What to produce: Repeat the entries exactly as they appear.

(Items listed in a dataset)
____________________
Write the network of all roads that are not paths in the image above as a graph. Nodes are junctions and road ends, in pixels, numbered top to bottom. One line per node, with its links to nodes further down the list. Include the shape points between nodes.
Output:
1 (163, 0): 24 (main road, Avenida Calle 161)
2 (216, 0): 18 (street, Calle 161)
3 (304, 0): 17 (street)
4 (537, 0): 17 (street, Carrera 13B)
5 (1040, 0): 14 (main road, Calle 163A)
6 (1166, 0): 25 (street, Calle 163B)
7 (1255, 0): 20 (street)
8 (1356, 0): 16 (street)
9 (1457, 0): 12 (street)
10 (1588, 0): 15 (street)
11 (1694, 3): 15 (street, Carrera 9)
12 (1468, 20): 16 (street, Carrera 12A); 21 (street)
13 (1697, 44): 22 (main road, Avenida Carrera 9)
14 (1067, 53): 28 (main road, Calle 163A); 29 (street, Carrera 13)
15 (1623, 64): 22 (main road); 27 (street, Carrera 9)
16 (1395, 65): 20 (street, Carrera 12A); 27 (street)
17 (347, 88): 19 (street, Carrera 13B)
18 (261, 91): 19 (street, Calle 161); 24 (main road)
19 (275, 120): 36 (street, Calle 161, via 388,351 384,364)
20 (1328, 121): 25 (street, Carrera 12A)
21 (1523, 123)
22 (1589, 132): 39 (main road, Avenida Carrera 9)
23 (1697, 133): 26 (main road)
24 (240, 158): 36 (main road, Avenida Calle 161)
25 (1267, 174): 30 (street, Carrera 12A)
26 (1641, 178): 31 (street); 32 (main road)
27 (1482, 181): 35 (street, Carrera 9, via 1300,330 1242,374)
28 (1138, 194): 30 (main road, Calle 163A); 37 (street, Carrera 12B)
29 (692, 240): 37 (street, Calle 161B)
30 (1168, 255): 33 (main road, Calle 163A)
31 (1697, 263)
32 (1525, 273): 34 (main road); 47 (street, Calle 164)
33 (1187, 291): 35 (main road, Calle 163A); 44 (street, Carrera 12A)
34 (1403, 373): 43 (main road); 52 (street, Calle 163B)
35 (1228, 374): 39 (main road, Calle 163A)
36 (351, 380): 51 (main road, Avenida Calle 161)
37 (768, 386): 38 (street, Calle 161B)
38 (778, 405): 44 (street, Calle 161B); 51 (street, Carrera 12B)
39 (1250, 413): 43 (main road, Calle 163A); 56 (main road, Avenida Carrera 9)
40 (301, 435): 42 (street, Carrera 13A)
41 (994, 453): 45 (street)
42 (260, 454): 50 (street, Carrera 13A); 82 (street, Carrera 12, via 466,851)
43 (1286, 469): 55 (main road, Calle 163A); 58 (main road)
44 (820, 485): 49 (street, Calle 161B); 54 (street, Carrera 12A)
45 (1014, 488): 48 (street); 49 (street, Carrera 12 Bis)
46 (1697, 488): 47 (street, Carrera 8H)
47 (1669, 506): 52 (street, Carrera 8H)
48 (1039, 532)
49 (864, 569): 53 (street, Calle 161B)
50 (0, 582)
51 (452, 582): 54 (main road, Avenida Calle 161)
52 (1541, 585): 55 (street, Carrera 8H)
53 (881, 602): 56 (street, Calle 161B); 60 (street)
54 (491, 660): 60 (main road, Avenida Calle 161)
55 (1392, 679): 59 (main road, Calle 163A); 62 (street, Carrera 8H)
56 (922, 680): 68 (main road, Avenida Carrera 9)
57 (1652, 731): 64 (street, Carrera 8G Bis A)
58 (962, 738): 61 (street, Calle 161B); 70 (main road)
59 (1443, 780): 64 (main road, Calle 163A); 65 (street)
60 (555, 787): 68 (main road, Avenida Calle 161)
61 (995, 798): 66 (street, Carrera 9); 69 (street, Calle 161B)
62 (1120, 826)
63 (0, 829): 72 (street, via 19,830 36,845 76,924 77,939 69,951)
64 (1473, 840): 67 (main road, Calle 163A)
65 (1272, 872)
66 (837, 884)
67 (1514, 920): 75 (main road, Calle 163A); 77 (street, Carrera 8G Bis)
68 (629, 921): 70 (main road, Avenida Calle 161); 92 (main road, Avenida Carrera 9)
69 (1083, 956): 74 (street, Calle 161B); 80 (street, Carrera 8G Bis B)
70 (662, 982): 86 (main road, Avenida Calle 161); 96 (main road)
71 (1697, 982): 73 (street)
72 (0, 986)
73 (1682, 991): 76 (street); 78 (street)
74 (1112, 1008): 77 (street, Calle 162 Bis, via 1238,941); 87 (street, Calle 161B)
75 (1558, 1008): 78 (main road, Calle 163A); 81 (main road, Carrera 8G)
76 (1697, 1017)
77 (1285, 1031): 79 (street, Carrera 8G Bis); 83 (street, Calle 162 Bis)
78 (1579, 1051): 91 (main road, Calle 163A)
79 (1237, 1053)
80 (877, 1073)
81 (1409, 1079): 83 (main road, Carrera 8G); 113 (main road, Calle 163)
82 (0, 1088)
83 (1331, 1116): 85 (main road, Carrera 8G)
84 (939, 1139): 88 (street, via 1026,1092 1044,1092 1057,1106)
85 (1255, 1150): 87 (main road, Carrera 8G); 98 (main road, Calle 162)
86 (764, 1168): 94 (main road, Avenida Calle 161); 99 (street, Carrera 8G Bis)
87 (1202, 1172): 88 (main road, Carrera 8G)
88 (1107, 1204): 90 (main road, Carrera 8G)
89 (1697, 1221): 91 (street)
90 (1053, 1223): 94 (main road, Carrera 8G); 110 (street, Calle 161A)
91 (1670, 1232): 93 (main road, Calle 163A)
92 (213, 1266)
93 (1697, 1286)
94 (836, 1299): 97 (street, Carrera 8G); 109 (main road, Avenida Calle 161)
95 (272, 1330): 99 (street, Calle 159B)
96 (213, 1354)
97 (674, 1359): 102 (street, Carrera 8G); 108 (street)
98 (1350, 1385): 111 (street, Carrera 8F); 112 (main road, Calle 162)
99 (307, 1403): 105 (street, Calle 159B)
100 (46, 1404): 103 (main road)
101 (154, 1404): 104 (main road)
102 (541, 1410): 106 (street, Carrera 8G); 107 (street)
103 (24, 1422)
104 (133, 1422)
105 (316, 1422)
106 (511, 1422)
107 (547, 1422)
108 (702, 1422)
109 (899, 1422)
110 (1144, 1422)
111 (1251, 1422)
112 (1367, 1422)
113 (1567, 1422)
____________________
Completed exercise:
Write the network of all roads that are not paths in the image above as a graph. Nodes are junctions and road ends, in pixels, numbered top to bottom. One line per node, with its links to nodes further down the list. Include the shape points between nodes.
Output:
1 (163, 0): 24 (main road, Avenida Calle 161)
2 (216, 0): 18 (street, Calle 161)
3 (304, 0): 17 (street)
4 (537, 0): 17 (street, Carrera 13B)
5 (1040, 0): 14 (main road, Calle 163A)
6 (1166, 0): 25 (street, Calle 163B)
7 (1255, 0): 20 (street)
8 (1356, 0): 16 (street)
9 (1457, 0): 12 (street)
10 (1588, 0): 15 (street)
11 (1694, 3): 15 (street, Carrera 9)
12 (1468, 20): 16 (street, Carrera 12A); 21 (street)
13 (1697, 44): 22 (main road, Avenida Carrera 9)
14 (1067, 53): 28 (main road, Calle 163A); 29 (street, Carrera 13)
15 (1623, 64): 22 (main road); 27 (street, Carrera 9)
16 (1395, 65): 20 (street, Carrera 12A); 27 (street)
17 (347, 88): 19 (street, Carrera 13B)
18 (261, 91): 19 (street, Calle 161); 24 (main road)
19 (275, 120): 36 (street, Calle 161, via 388,351 384,364)
20 (1328, 121): 25 (street, Carrera 12A)
21 (1523, 123)
22 (1589, 132): 39 (main road, Avenida Carrera 9)
23 (1697, 133): 26 (main road)
24 (240, 158): 36 (main road, Avenida Calle 161)
25 (1267, 174): 30 (street, Carrera 12A)
26 (1641, 178): 31 (street); 32 (main road)
27 (1482, 181): 35 (street, Carrera 9, via 1300,330 1242,374)
28 (1138, 194): 30 (main road, Calle 163A); 37 (street, Carrera 12B)
29 (692, 240): 37 (street, Calle 161B)
30 (1168, 255): 33 (main road, Calle 163A)
31 (1697, 263)
32 (1525, 273): 34 (main road); 47 (street, Calle 164)
33 (1187, 291): 35 (main road, Calle 163A); 44 (street, Carrera 12A)
34 (1403, 373): 43 (main road); 52 (street, Calle 163B)
35 (1228, 374): 39 (main road, Calle 163A)
36 (351, 380): 51 (main road, Avenida Calle 161)
37 (768, 386): 38 (street, Calle 161B)
38 (778, 405): 44 (street, Calle 161B); 51 (street, Carrera 12B)
39 (1250, 413): 43 (main road, Calle 163A); 56 (main road, Avenida Carrera 9)
40 (301, 435): 42 (street, Carrera 13A)
41 (994, 453): 45 (street)
42 (260, 454): 50 (street, Carrera 13A); 82 (street, Carrera 12, via 466,851)
43 (1286, 469): 55 (main road, Calle 163A); 58 (main road)
44 (820, 485): 49 (street, Calle 161B); 54 (street, Carrera 12A)
45 (1014, 488): 48 (street); 49 (street, Carrera 12 Bis)
46 (1697, 488): 47 (street, Carrera 8H)
47 (1669, 506): 52 (street, Carrera 8H)
48 (1039, 532)
49 (864, 569): 53 (street, Calle 161B)
50 (0, 582)
51 (452, 582): 54 (main road, Avenida Calle 161)
52 (1541, 585): 55 (street, Carrera 8H)
53 (881, 602): 56 (street, Calle 161B); 60 (street)
54 (491, 660): 60 (main road, Avenida Calle 161)
55 (1392, 679): 59 (main road, Calle 163A); 62 (street, Carrera 8H)
56 (922, 680): 68 (main road, Avenida Carrera 9)
57 (1652, 731): 64 (street, Carrera 8G Bis A)
58 (962, 738): 61 (street, Calle 161B); 70 (main road)
59 (1443, 780): 64 (main road, Calle 163A); 65 (street)
60 (555, 787): 68 (main road, Avenida Calle 161)
61 (995, 798): 66 (street, Carrera 9); 69 (street, Calle 161B)
62 (1120, 826)
63 (0, 829): 72 (street, via 19,830 36,845 76,924 77,939 69,951)
64 (1473, 840): 67 (main road, Calle 163A)
65 (1272, 872)
66 (837, 884)
67 (1514, 920): 75 (main road, Calle 163A); 77 (street, Carrera 8G Bis)
68 (629, 921): 70 (main road, Avenida Calle 161); 92 (main road, Avenida Carrera 9)
69 (1083, 956): 74 (street, Calle 161B); 80 (street, Carrera 8G Bis B)
70 (662, 982): 86 (main road, Avenida Calle 161); 96 (main road)
71 (1697, 982): 73 (street)
72 (0, 986)
73 (1682, 991): 76 (street); 78 (street)
74 (1112, 1008): 77 (street, Calle 162 Bis, via 1238,941); 87 (street, Calle 161B)
75 (1558, 1008): 78 (main road, Calle 163A); 81 (main road, Carrera 8G)
76 (1697, 1017)
77 (1285, 1031): 79 (street, Carrera 8G Bis); 83 (street, Calle 162 Bis)
78 (1579, 1051): 91 (main road, Calle 163A)
79 (1237, 1053)
80 (877, 1073)
81 (1409, 1079): 83 (main road, Carrera 8G); 113 (main road, Calle 163)
82 (0, 1088)
83 (1331, 1116): 85 (main road, Carrera 8G)
84 (939, 1139): 88 (street, via 1026,1092 1044,1092 1057,1106)
85 (1255, 1150): 87 (main road, Carrera 8G); 98 (main road, Calle 162)
86 (764, 1168): 94 (main road, Avenida Calle 161); 99 (street, Carrera 8G Bis)
87 (1202, 1172): 88 (main road, Carrera 8G)
88 (1107, 1204): 90 (main road, Carrera 8G)
89 (1697, 1221): 91 (street)
90 (1053, 1223): 94 (main road, Carrera 8G); 110 (street, Calle 161A)
91 (1670, 1232): 93 (main road, Calle 163A)
92 (213, 1266)
93 (1697, 1286)
94 (836, 1299): 97 (street, Carrera 8G); 109 (main road, Avenida Calle 161)
95 (272, 1330): 99 (street, Calle 159B)
96 (213, 1354)
97 (674, 1359): 102 (street, Carrera 8G); 108 (street)
98 (1350, 1385): 111 (street, Carrera 8F); 112 (main road, Calle 162)
99 (307, 1403): 105 (street, Calle 159B)
100 (46, 1404): 103 (main road)
101 (154, 1404): 104 (main road)
102 (541, 1410): 106 (street, Carrera 8G); 107 (street)
103 (24, 1422)
104 (133, 1422)
105 (316, 1422)
106 (511, 1422)
107 (547, 1422)
108 (702, 1422)
109 (899, 1422)
110 (1144, 1422)
111 (1251, 1422)
112 (1367, 1422)
113 (1567, 1422)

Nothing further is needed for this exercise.